-- Input follows --

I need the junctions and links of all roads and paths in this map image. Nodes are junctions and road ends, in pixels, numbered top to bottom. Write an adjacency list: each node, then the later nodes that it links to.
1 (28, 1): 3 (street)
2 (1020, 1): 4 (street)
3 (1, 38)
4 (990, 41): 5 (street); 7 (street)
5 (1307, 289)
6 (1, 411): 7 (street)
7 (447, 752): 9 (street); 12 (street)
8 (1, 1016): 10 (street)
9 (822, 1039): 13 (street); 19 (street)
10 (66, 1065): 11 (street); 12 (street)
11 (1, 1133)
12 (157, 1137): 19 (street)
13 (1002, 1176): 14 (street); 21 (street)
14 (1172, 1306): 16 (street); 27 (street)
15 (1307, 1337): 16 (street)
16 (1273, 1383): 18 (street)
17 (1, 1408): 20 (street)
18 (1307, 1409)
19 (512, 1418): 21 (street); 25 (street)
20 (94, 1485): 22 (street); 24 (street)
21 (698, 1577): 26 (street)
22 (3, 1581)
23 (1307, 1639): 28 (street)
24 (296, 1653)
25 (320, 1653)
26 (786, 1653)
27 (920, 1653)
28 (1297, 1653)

-- Input concluded --

■ **Problem description**
Copy every line of the data above exactly.

■ **Solution for this task**
I need the junctions and links of all roads and paths in this map image. Nodes are junctions and road ends, in pixels, numbered top to bottom. Write an adjacency list: each node, then the later nodes that it links to.
1 (28, 1): 3 (street)
2 (1020, 1): 4 (street)
3 (1, 38)
4 (990, 41): 5 (street); 7 (street)
5 (1307, 289)
6 (1, 411): 7 (street)
7 (447, 752): 9 (street); 12 (street)
8 (1, 1016): 10 (street)
9 (822, 1039): 13 (street); 19 (street)
10 (66, 1065): 11 (street); 12 (street)
11 (1, 1133)
12 (157, 1137): 19 (street)
13 (1002, 1176): 14 (street); 21 (street)
14 (1172, 1306): 16 (street); 27 (street)
15 (1307, 1337): 16 (street)
16 (1273, 1383): 18 (street)
17 (1, 1408): 20 (street)
18 (1307, 1409)
19 (512, 1418): 21 (street); 25 (street)
20 (94, 1485): 22 (street); 24 (street)
21 (698, 1577): 26 (street)
22 (3, 1581)
23 (1307, 1639): 28 (street)
24 (296, 1653)
25 (320, 1653)
26 (786, 1653)
27 (920, 1653)
28 (1297, 1653)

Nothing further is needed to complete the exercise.